• What the task requires: Using the records that follow, count the lines containing the word "Genesee" and give that number only.

##### Working data #####

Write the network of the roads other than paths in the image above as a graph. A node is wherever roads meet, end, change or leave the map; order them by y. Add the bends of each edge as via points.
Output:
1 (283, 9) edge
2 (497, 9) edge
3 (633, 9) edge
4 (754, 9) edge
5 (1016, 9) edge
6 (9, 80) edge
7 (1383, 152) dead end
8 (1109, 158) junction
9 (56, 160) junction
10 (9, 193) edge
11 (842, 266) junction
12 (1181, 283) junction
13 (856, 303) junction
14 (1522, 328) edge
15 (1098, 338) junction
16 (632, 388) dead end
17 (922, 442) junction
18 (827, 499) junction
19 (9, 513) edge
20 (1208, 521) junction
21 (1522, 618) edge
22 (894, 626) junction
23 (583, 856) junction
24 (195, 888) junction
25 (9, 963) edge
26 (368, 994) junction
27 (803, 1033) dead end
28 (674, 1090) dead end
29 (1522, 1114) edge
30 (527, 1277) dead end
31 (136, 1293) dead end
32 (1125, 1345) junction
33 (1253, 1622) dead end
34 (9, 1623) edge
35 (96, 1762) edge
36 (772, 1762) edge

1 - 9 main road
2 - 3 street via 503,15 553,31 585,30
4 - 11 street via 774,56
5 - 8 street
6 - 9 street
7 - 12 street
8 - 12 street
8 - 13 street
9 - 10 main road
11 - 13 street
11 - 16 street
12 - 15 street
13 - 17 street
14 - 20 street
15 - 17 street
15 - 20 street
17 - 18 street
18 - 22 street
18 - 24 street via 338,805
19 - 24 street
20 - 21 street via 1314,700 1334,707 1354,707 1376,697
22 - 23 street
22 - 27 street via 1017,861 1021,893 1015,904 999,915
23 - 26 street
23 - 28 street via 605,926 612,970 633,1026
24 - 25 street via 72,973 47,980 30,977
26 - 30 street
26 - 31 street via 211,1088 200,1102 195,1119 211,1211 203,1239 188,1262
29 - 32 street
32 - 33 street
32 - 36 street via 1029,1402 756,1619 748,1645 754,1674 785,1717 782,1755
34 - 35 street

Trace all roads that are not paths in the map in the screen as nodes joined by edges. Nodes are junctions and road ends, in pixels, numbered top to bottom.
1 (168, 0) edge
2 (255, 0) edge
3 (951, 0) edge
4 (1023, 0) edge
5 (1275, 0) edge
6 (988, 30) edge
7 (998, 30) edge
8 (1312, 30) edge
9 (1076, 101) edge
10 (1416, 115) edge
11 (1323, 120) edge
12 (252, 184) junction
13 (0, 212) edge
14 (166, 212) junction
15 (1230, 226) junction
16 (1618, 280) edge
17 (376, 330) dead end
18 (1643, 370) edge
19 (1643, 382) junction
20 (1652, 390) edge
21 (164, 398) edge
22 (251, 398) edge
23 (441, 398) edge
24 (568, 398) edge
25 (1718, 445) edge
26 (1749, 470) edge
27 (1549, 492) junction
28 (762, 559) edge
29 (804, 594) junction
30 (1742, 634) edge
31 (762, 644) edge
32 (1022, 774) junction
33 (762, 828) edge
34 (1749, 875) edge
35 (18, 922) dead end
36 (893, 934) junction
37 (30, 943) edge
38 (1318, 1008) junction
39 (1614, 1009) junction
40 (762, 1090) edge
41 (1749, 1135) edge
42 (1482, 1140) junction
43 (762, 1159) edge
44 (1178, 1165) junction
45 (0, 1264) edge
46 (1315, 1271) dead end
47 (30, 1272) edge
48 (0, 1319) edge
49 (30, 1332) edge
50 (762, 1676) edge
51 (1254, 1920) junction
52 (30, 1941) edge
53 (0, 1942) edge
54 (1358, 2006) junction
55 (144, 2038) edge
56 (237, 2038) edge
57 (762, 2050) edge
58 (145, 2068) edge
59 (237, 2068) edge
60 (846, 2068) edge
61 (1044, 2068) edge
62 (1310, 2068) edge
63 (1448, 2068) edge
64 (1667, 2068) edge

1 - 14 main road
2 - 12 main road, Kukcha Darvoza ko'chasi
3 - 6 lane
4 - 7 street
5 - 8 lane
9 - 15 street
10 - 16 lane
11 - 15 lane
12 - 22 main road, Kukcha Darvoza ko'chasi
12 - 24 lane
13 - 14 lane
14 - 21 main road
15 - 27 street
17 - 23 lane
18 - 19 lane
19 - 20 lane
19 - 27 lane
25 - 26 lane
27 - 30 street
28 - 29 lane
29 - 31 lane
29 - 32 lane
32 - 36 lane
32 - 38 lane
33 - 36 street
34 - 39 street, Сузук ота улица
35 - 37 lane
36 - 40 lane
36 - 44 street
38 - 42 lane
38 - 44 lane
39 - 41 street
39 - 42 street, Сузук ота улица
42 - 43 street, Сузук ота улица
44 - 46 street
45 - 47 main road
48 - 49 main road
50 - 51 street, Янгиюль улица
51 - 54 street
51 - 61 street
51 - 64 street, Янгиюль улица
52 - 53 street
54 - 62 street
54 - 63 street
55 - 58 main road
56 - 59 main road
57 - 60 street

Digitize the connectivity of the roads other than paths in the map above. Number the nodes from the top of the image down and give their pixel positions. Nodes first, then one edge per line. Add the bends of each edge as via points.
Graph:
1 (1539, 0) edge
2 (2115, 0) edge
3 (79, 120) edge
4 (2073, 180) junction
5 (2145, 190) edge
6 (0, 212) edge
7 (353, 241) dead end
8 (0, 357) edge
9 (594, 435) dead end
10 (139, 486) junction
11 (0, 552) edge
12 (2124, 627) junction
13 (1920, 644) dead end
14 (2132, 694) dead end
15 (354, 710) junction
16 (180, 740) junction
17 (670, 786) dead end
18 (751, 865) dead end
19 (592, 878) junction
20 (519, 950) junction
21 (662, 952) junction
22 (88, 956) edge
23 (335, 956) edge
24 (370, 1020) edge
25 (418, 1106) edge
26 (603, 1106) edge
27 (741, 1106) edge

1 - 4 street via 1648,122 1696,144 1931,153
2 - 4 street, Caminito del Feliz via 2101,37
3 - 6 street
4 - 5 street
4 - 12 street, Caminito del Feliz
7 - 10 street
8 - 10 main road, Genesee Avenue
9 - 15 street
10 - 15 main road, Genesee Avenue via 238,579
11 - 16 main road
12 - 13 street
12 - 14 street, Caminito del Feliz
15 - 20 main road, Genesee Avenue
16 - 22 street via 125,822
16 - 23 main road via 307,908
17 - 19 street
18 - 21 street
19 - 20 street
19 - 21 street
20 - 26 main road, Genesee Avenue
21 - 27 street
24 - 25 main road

#####

• Your response: 4